MILANO RESTA PRUDENTE FINO ALLA FINE – La notizia del “bail in” (salvataggio pubblico che prevede come precondizione che azionisti e obbligazionisti “junior” si accollino le perdite pregresse) del Banco Espirito Santo, assieme a nuove trimestrali e alla perdurante incertezza in Medio Oriente e Ucraina rendono prudenti i listini europei, così a fine seduta il Ftse Mib resta a +0,09% il Ftse Italia All-Share è fisasto a +0,05% e il Ftse Italia Star perde lo 0,36%, con gli investitori impegnati più in un’attenta operazione di stock picking che nell’apertura di nuove scommesse direzionali.
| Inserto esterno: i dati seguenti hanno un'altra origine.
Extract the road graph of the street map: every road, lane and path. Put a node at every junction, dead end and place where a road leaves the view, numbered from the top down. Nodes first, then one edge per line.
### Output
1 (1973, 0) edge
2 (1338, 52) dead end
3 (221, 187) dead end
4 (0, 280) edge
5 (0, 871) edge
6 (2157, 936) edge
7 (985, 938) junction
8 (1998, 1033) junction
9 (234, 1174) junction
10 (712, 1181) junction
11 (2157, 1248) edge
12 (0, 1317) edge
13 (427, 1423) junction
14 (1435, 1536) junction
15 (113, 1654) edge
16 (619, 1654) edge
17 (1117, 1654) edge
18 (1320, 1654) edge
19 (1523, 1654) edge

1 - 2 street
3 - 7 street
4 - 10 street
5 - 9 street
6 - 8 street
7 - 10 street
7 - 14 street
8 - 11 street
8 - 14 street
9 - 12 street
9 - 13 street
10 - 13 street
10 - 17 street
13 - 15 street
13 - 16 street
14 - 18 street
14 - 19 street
FINANZIARI IN RIPRESA, MALE IL LUSSO – Tra le blue chip dopo un avvio positivo dei titoli del lusso tornano a prevalere gli acquisti sui bancari, con Ubi Banca, Mediolanum e Bpm che chiudono sopra l’1,5% di guadagno. Sul lusso invece il trend si inverte e prevalgono ancora una volta le prese di profitto, così Salvatore Ferragamo, Tod’s e Yoox chiudono tra il 3,4% e il 2,7% di rosso. Sopra i 2 punti di perdita anche World Duty Free e A2A.